We’ve had enough agitslop | David Shipley

There’s a particular genre of British TV, sometimes called dramaganda, slopaganda or agitslop. These programmes present themselves as drama, even as art but really they are, as Tom Jones has written, “art made by social workers … produced neither to inform, educate or entertain the viewer, but to gently marinade them in moral instruction”. 

The latest example is Series 3 of the BBC’s technology and policing drama, The Capture the third episode (of six) of which aired this weekend. I’m going to spoil it because, based on the first few episodes, you aren’t missing much. The Capture is desperate to be taken seriously. It’s beautifully shot, if often using that blue filter which tells you how very important everything is. The actors do an excellent job of pretending to be highly competent police and security professionals, and the urgent soundtrack emphasises how very serious it all is. The Capture also makes a great effort to address the neuroses of the modern UK. We have a Russian agent sneaking into the country, only to be foiled by our heroes and their fancy new camera technology. If only the dastardly Russian had thought to arrive on a small boat instead of at Heathrow. 

Then there’s all the dialogue about deep fakes, and the main thrust of the plot which involves the murder of a black Home Secretary, and the hunt for the prime suspect — a man who believes the small boats crisis is an invasion. You can really tell how great it must have sounded at the pitch meetings. 

There is something rather sinister about the state broadcaster airing a series which the writers of Protecting What Matters would have been delighted with. But as much as it’s sinister, it’s also pathetic and hilarious. The plot and dialogue are slop. At one point a press officer calls her boss “really naughty” for briefing a journalist directly. When the cops, who we are supposed to believe are highly competent, search the suspect’s house they find highly suspicious evidence — books on British military history and a soldering iron, as well as Home Office Freedom of Information request response letters addressed to the suspect. On seeing these letters, the highly competent heroine (who has just arranged for her new boss to be interrogated by a CIA mate of hers), says “we need to authenticate these Home Office documents — did Whitlock get hold of them legally or did he hack the Home Office?”. Perhaps recruiting standards have dropped in the police of late, but I’m sure most officers are still able to read. 
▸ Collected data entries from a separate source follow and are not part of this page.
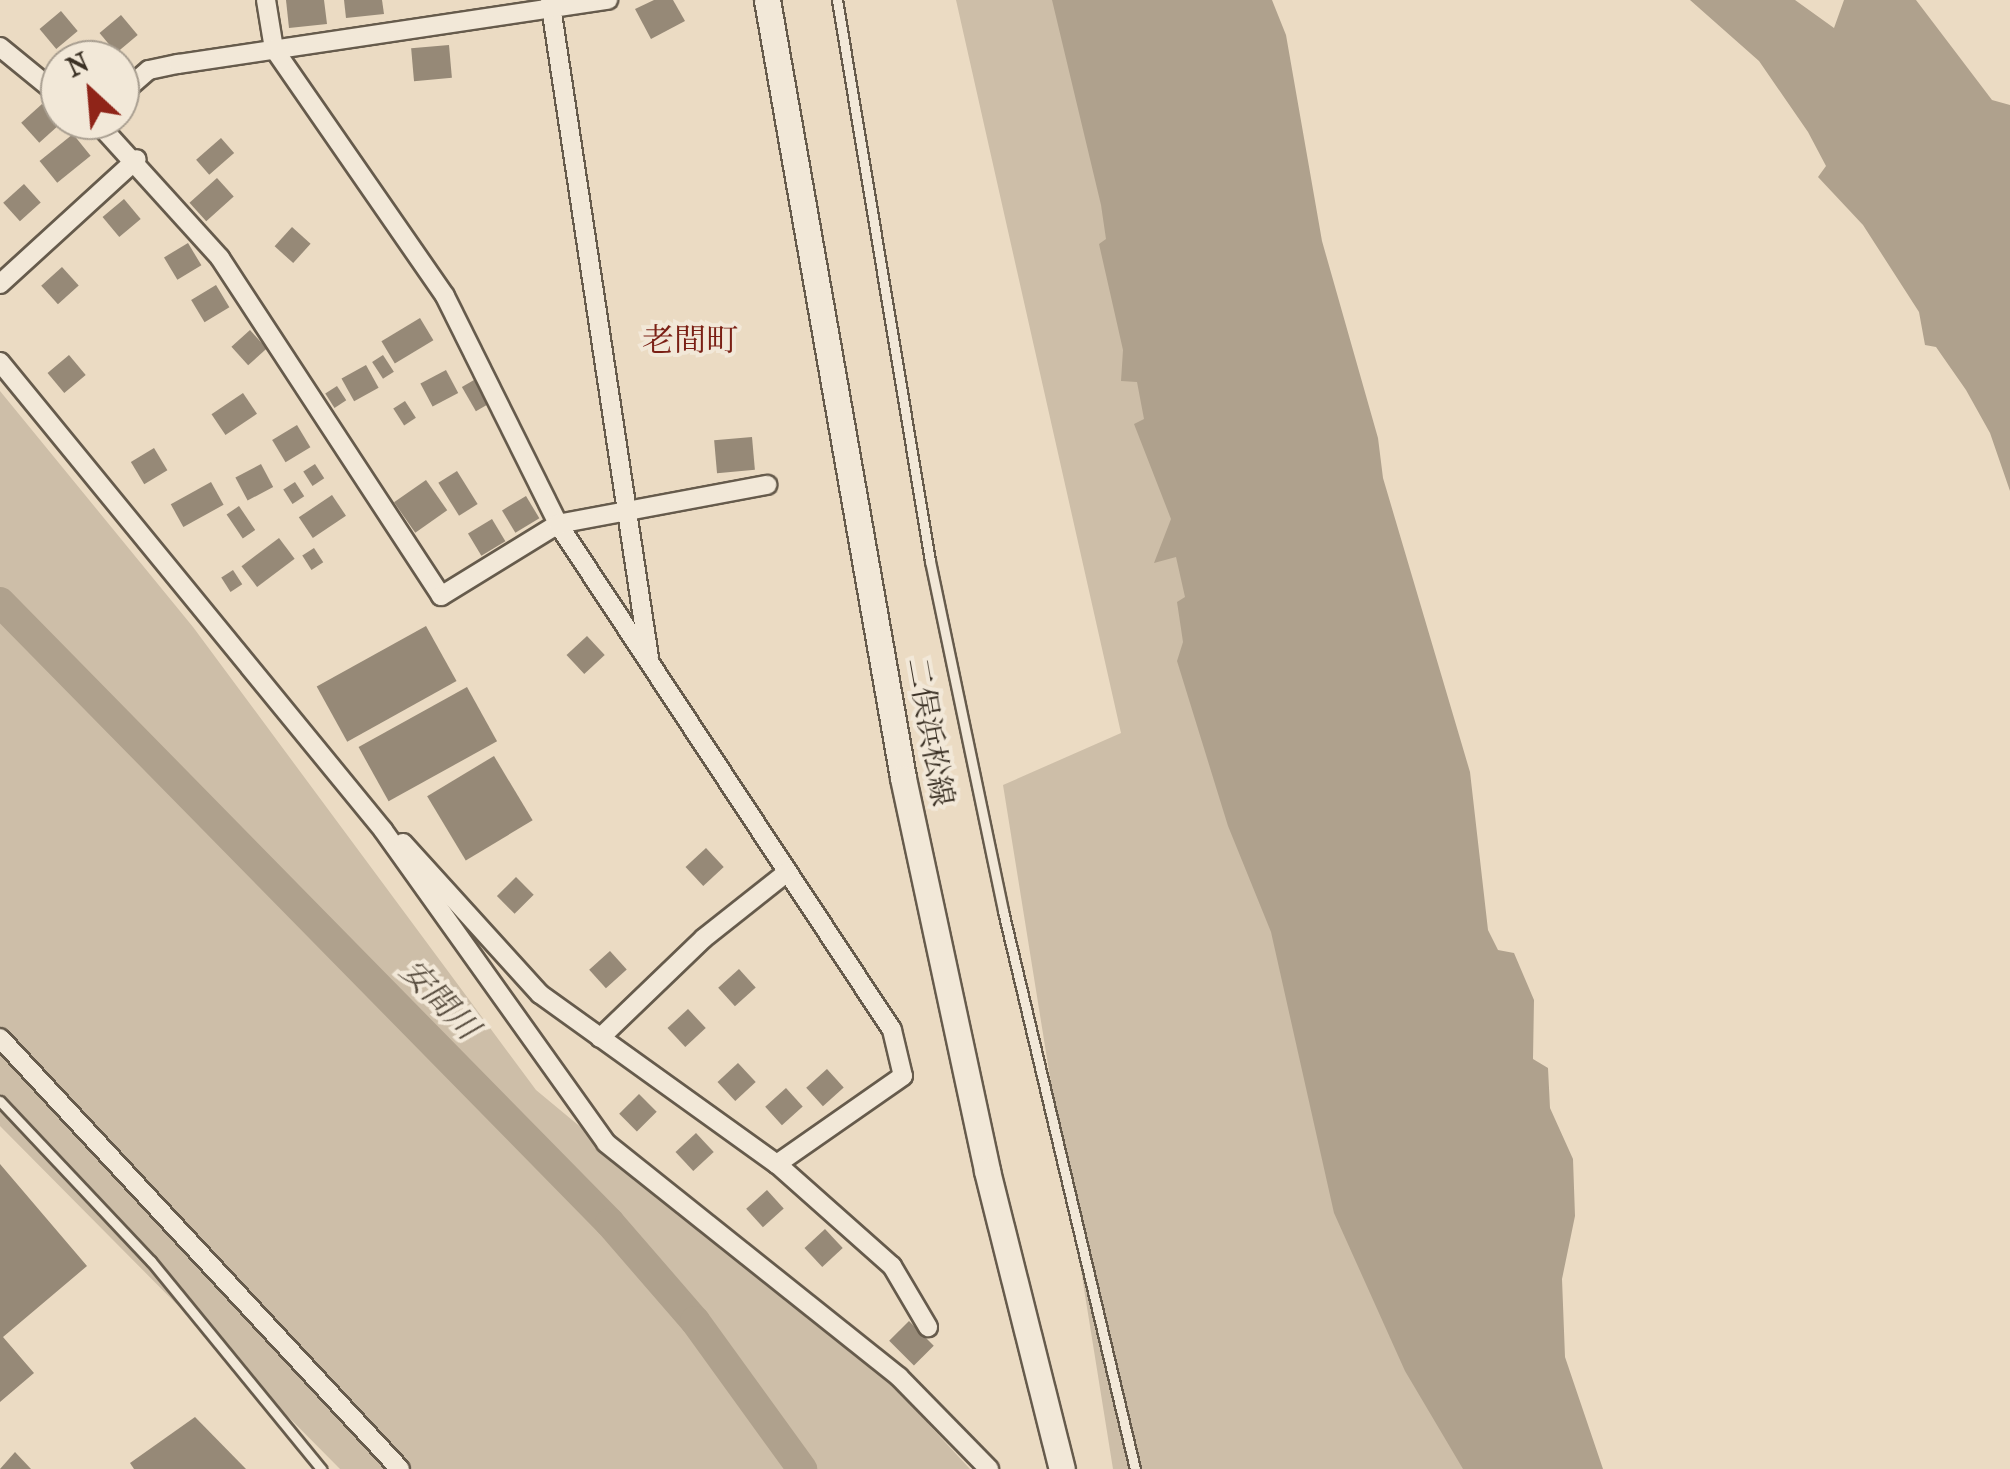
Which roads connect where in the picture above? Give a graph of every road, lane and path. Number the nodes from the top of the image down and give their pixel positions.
1 (266, 0) edge
2 (608, 0) edge
3 (767, 0) edge
4 (837, 0) edge
5 (551, 4) edge
6 (0, 48) edge
7 (274, 49) junction
8 (140, 78) edge
9 (40, 80) edge
10 (117, 140) edge
11 (137, 159) junction
12 (0, 284) edge
13 (0, 362) edge
14 (767, 485) dead end
15 (630, 512) junction
16 (558, 524) junction
17 (650, 663) junction
18 (359, 801) junction
19 (786, 873) junction
20 (0, 1038) edge
21 (600, 1038) junction
22 (0, 1101) edge
23 (777, 1164) junction
24 (928, 1327) dead end
25 (321, 1469) edge
26 (400, 1469) edge
27 (989, 1469) edge
28 (1062, 1469) edge
29 (1135, 1469) edge

1 - 7 street
2 - 5 street
3 - 28 main road, 二俣浜松線
4 - 29 lane
5 - 7 street
5 - 15 street
6 - 9 street
7 - 8 street
7 - 16 street
10 - 11 street
11 - 12 street
11 - 16 street
13 - 18 street
14 - 15 street
15 - 16 street
15 - 17 street
16 - 17 street
17 - 19 street
18 - 21 street
18 - 27 street
19 - 21 street
19 - 23 street
20 - 26 street
21 - 23 street
22 - 25 lane
23 - 24 street

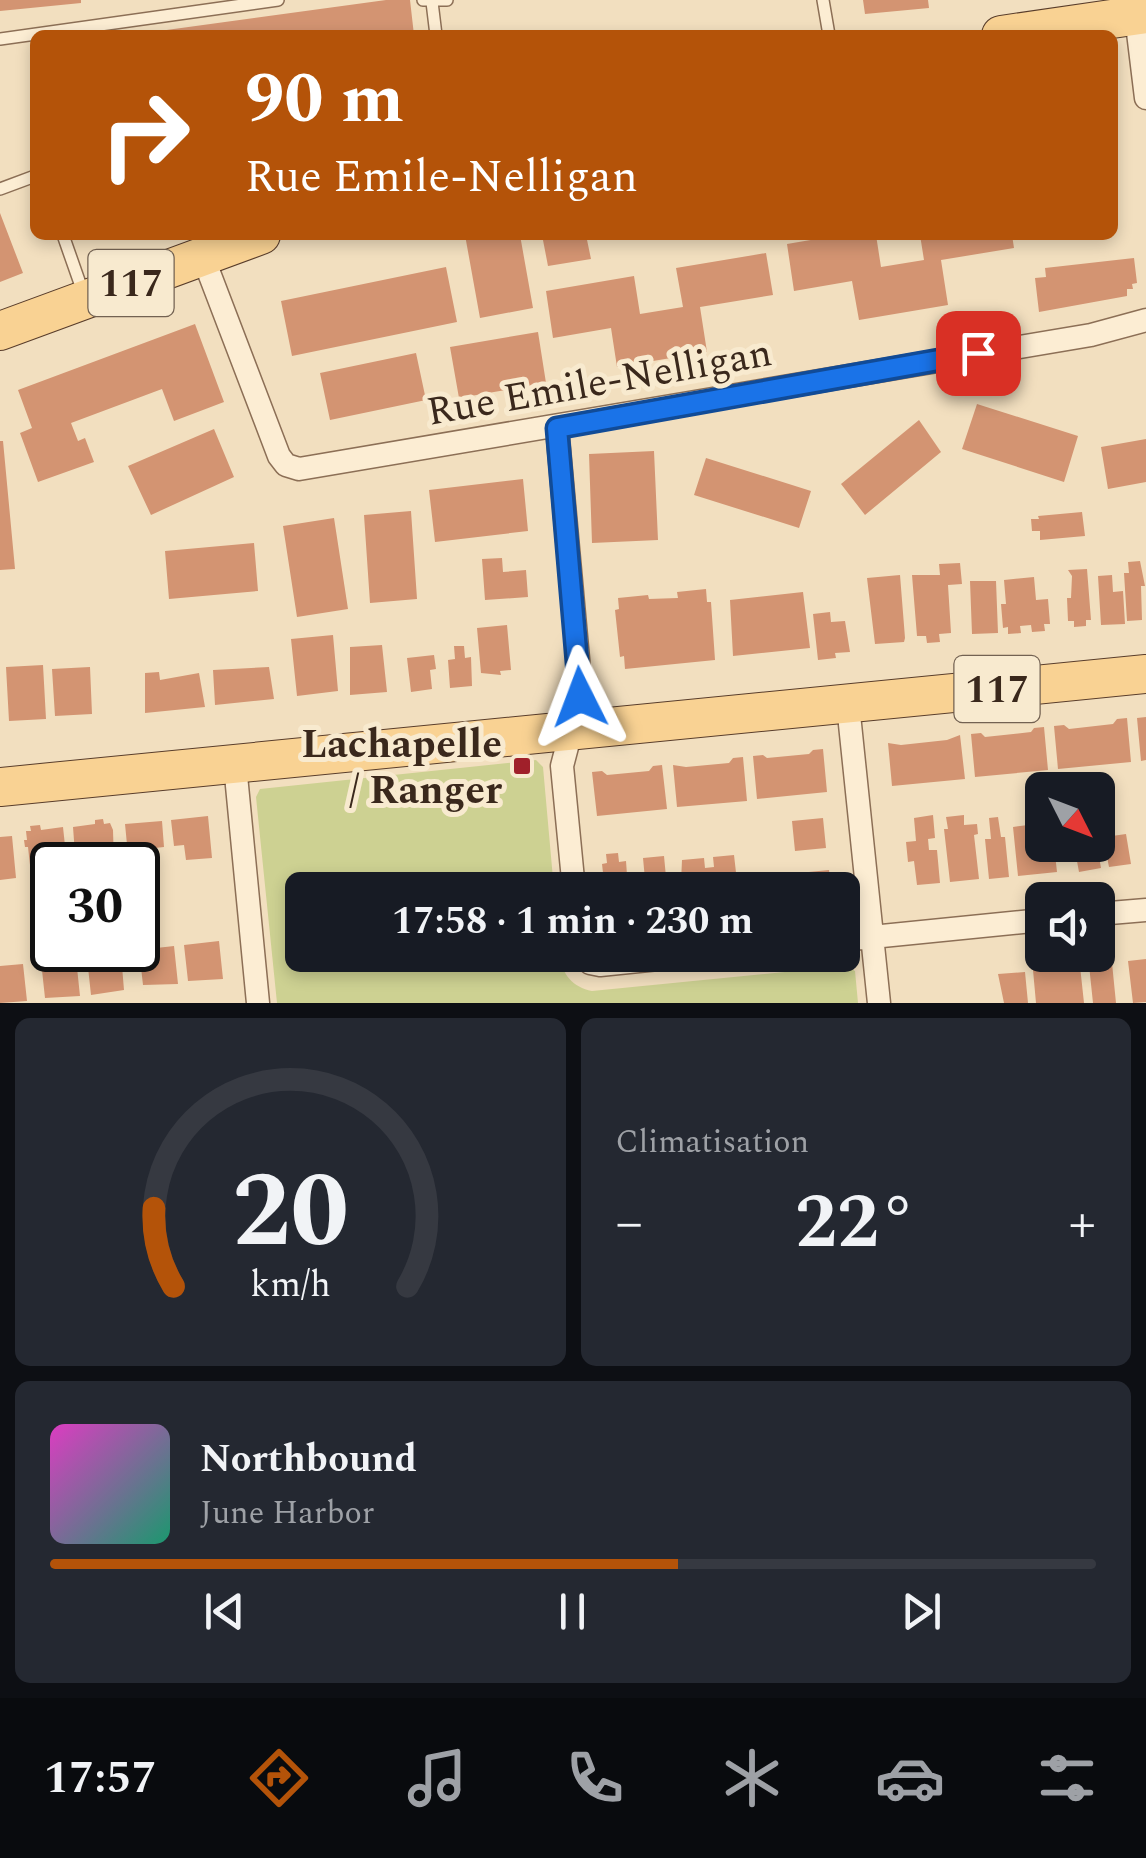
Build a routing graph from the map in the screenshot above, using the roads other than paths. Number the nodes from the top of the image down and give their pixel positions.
1 (278, 0) edge
2 (447, 0) edge
3 (823, 0) edge
4 (427, 1) edge
5 (1141, 15) edge
6 (64, 30) edge
7 (435, 30) edge
8 (827, 30) edge
9 (1036, 30) edge
10 (30, 35) edge
11 (0, 39) edge
12 (1146, 98) edge
13 (30, 178) edge
14 (0, 189) edge
15 (65, 240) edge
16 (249, 240) edge
17 (203, 257) junction
18 (86, 300) junction
19 (1146, 320) edge
20 (0, 332) edge
21 (557, 428) junction
22 (1146, 674) edge
23 (848, 704) junction
24 (571, 732) junction
25 (234, 764) junction
26 (0, 787) edge
27 (572, 872) edge
28 (1146, 910) edge
29 (1115, 913) edge
30 (1025, 922) edge
31 (872, 936) junction
32 (860, 938) edge
33 (258, 1003) edge
34 (879, 1003) edge

1 - 6 lane
2 - 4 lane
3 - 8 lane
4 - 7 lane
5 - 9 main road
5 - 12 street
10 - 11 lane
13 - 14 lane
15 - 18 lane
16 - 17 main road, 117
17 - 18 main road, 117
17 - 21 street, Rue Emile-Nelligan
18 - 20 main road, 117
19 - 21 street, Rue Emile-Nelligan
21 - 24 street
22 - 23 main road, 117
23 - 24 main road, 117
23 - 31 street
24 - 25 main road, 117
24 - 27 street
25 - 26 main road, 117
25 - 33 street
28 - 29 street
30 - 31 street
31 - 32 street
31 - 34 street

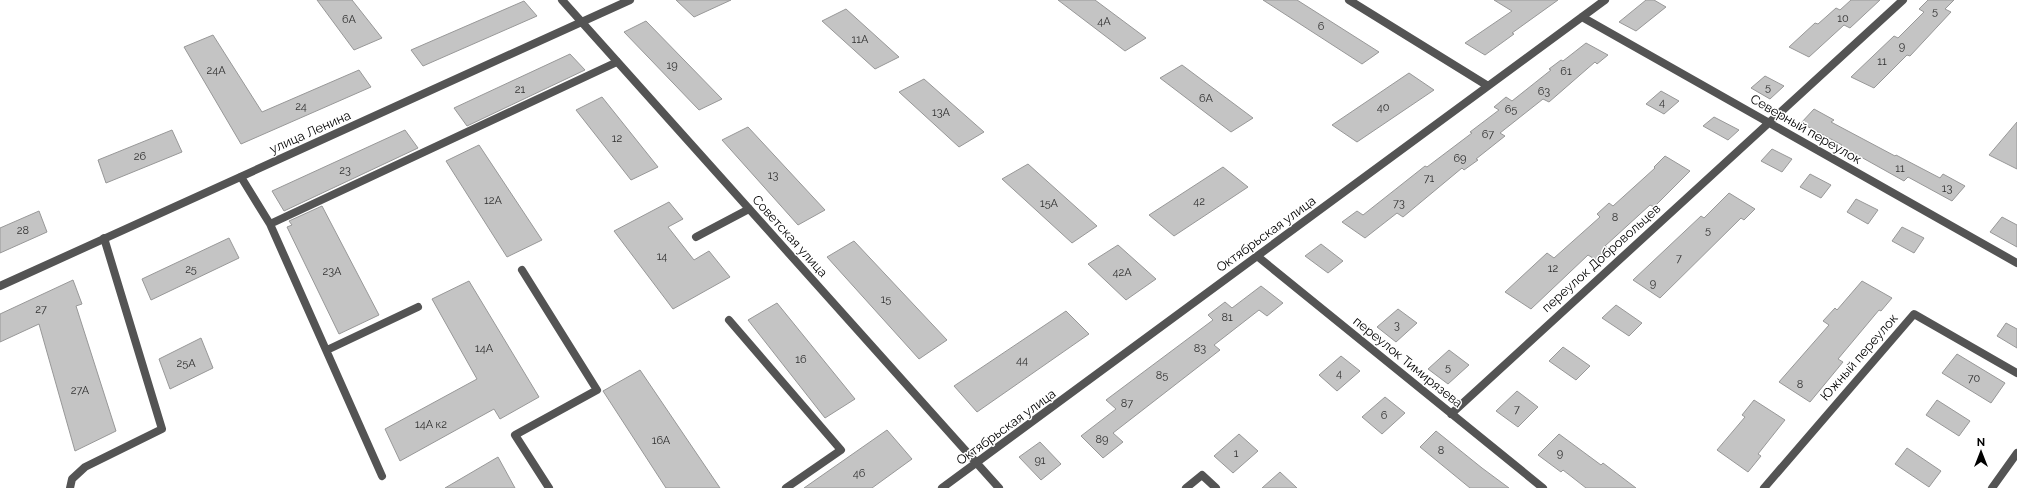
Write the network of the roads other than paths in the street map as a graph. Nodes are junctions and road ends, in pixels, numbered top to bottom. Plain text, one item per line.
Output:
1 (562, 0) edge
2 (630, 0) edge
3 (1349, 0) edge
4 (1604, 0) edge
5 (1903, 0) edge
6 (1582, 17) junction
7 (582, 22) junction
8 (618, 62) junction
9 (1488, 86) junction
10 (1770, 122) junction
11 (240, 177) junction
12 (749, 209) junction
13 (270, 224) junction
14 (696, 237) dead end
15 (104, 238) junction
16 (1257, 256) junction
17 (2017, 263) edge
18 (522, 270) dead end
19 (0, 286) edge
20 (418, 307) dead end
21 (729, 320) dead end
22 (327, 350) junction
23 (2017, 373) edge
24 (1451, 414) junction
25 (2017, 453) edge
26 (977, 463) junction
27 (382, 476) dead end
28 (70, 488) edge
29 (549, 488) edge
30 (786, 488) edge
31 (942, 488) edge
32 (999, 488) edge
33 (1186, 488) edge
34 (1216, 488) edge
35 (1543, 488) edge
36 (1764, 488) edge
37 (1992, 488) edge

1 - 7 street, Советская улица
2 - 7 street, улица Ленина
3 - 9 street
4 - 6 street, Октябрьская улица
5 - 10 street, переулок Добровольцев
6 - 9 street, Октябрьская улица
6 - 10 street, Северный переулок
7 - 8 street, Советская улица
7 - 11 street, улица Ленина
8 - 12 street, Советская улица
8 - 13 street
9 - 16 street, Октябрьская улица
10 - 17 street, Северный переулок
10 - 24 street, переулок Добровольцев
11 - 13 street
11 - 15 street, улица Ленина
12 - 14 street
12 - 26 street, Советская улица
13 - 22 street
15 - 19 street, улица Ленина
15 - 28 street
16 - 24 street, переулок Тимирязева
16 - 26 street, Октябрьская улица
18 - 29 street
20 - 22 street
21 - 30 street
22 - 27 street
23 - 36 street, Южный переулок
24 - 35 street, переулок Тимирязева
25 - 37 street
26 - 31 street, Октябрьская улица
26 - 32 street, Советская улица
33 - 34 street

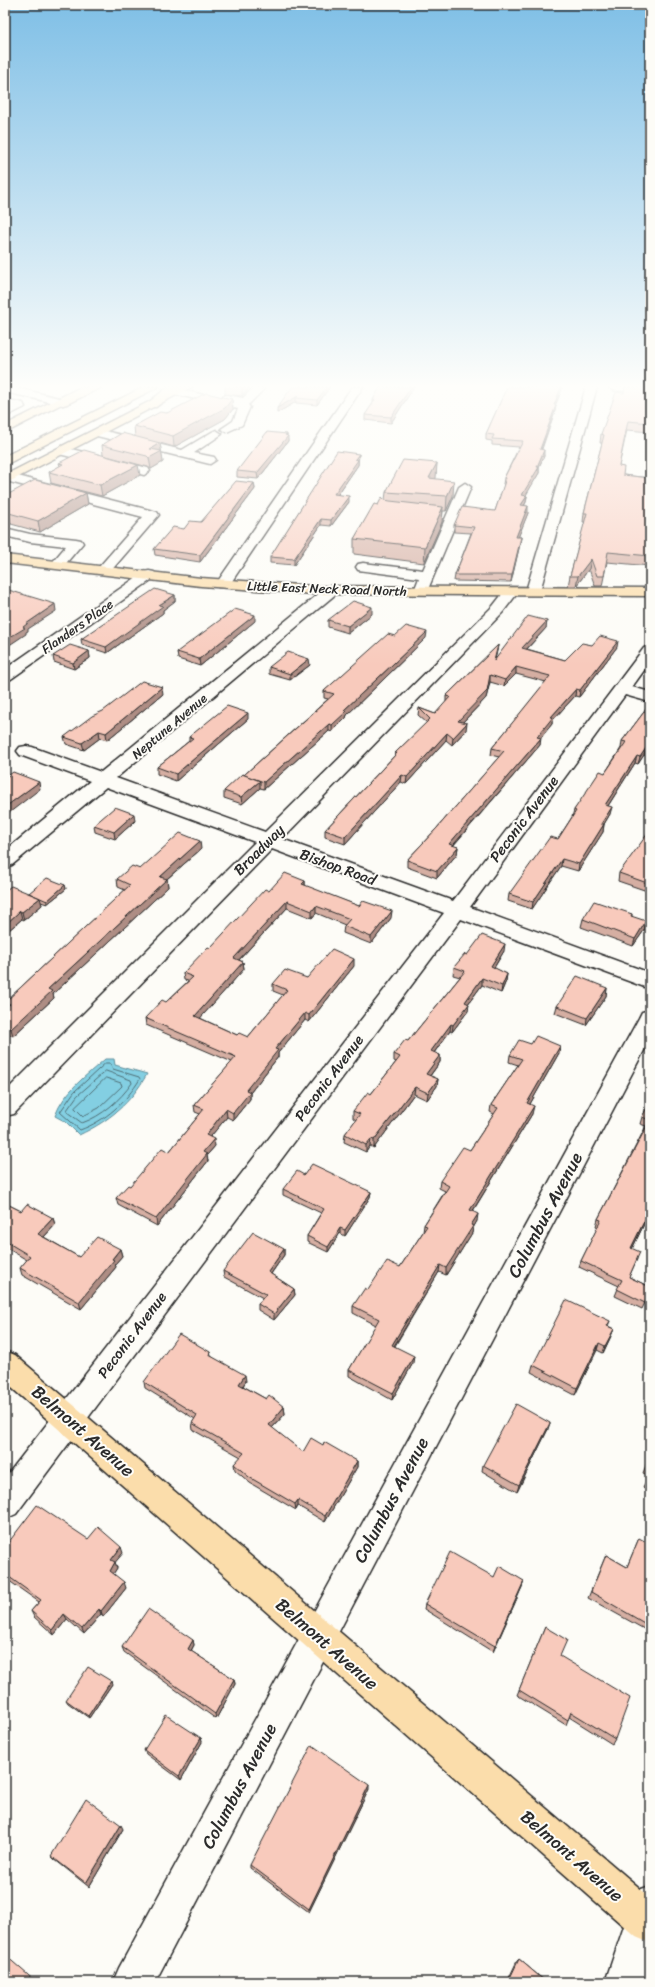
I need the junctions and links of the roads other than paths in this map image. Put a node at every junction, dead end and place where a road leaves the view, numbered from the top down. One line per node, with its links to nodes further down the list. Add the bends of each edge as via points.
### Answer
1 (10, 480): 11 (street, via 152,515)
2 (295, 480): 14 (street)
3 (565, 480): 17 (street)
4 (465, 487): 6 (street)
5 (437, 516): 6 (street)
6 (452, 518): 13 (street)
7 (5, 532): 9 (street, via 30,538 76,543)
8 (5, 559): 9 (main road, Little East Neck Road North)
9 (57, 564): 11 (main road, Little East Neck Road North)
10 (363, 567): 13 (street)
11 (104, 570): 12 (main road, Little East Neck Road North)
12 (149, 575): 14 (main road, Little East Neck Road North); 21 (street, Flanders Place)
13 (428, 575): 18 (street)
14 (223, 584): 15 (main road, Little East Neck Road North)
15 (332, 590): 18 (main road, Little East Neck Road North); 25 (street, Neptune Avenue)
16 (512, 591): 17 (main road, Little East Neck Road North); 18 (main road, Little East Neck Road North); 26 (street, Broadway, via 498,609)
17 (532, 591): 19 (main road, Little East Neck Road North)
18 (421, 592)
19 (650, 592)
20 (650, 651): 22 (street, Peconic Avenue)
21 (5, 676)
22 (621, 689): 23 (street); 28 (street, Peconic Avenue)
23 (650, 697)
24 (26, 751): 25 (street, Bishop Road)
25 (104, 780): 26 (street, Bishop Road); 27 (street, Neptune Avenue)
26 (268, 841): 28 (street, Bishop Road); 31 (street, Broadway)
27 (5, 861)
28 (457, 910): 29 (street, Bishop Road); 33 (street, Peconic Avenue)
29 (650, 981)
30 (650, 1018): 35 (street, Columbus Avenue)
31 (5, 1107)
32 (5, 1364): 33 (main road, Belmont Avenue)
33 (68, 1419): 34 (street, Peconic Avenue); 35 (main road, Belmont Avenue)
34 (5, 1503)
35 (319, 1637): 36 (main road, Belmont Avenue); 37 (street, Columbus Avenue)
36 (648, 1916): 38 (street)
37 (133, 1982)
38 (625, 1982)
Best of all, in a fantastic allegory for the paranoid delusions of the UK regime, after the Home Secretary is assassinated at a Westminster press conference, the police seem to make no effort to understand the physical security failings which led to a gunman being able to sit within yards of the stage. No, instead their entire effort is to “get into his Insta, let’s get into his Facebook, let’s get into his 4chan”. The script is riddled with errors about technology, giving the impression the programme was scripted by Boomers who are terrified and confused by the modern world. 

It’s perfectly natural for men in their 50s and 60s to find the changing world confusing and frightening

This is far from the first such piece of agitslop. Last year’s Adolescence spawned a thousand memes, and impressed the Prime Minister so much that he believed it was a documentary. It too was impeccably produced and acted, featuring flashy single cut scenes. It was also ultimately ridiculous and hollow, reflecting not actual reality but the paranoia of middle class parents who believe that something on the internet will possess their children and turn them into monsters. Years and Years, the high profile, prestige SF show created by Russell T. Davies also fixated around his fears about technology, politics and fascism, with nuclear explosions and British death camps. Much of the Charlie Brooker series Black Mirror is also agitslop, albeit with a hefty Netflix budget, in which the AIs are often going to murder us. 

It is, I think, revealing that most of these writers are older. Adolescence’s creators are 47 and 52. Brooker is 55 and Davies is 62. It’s perfectly natural for men in their 50s and 60s to find the changing world confusing and frightening. This must be especially true now for liberal men at the sunset of the liberal order. It’s also perfectly natural for artists to express their fears through their work, and always has been. So perhaps we shouldn’t be surprised that such artists produce confused, hilarious and paranoid work about technology, the youth of today and political changes sweeping the country. I’d be much more sympathetic though if they weren’t so desperately earnest about it — so keen that we take their ramblings seriously, as though they were saying anything true or important about the actual state of Britain in 2026.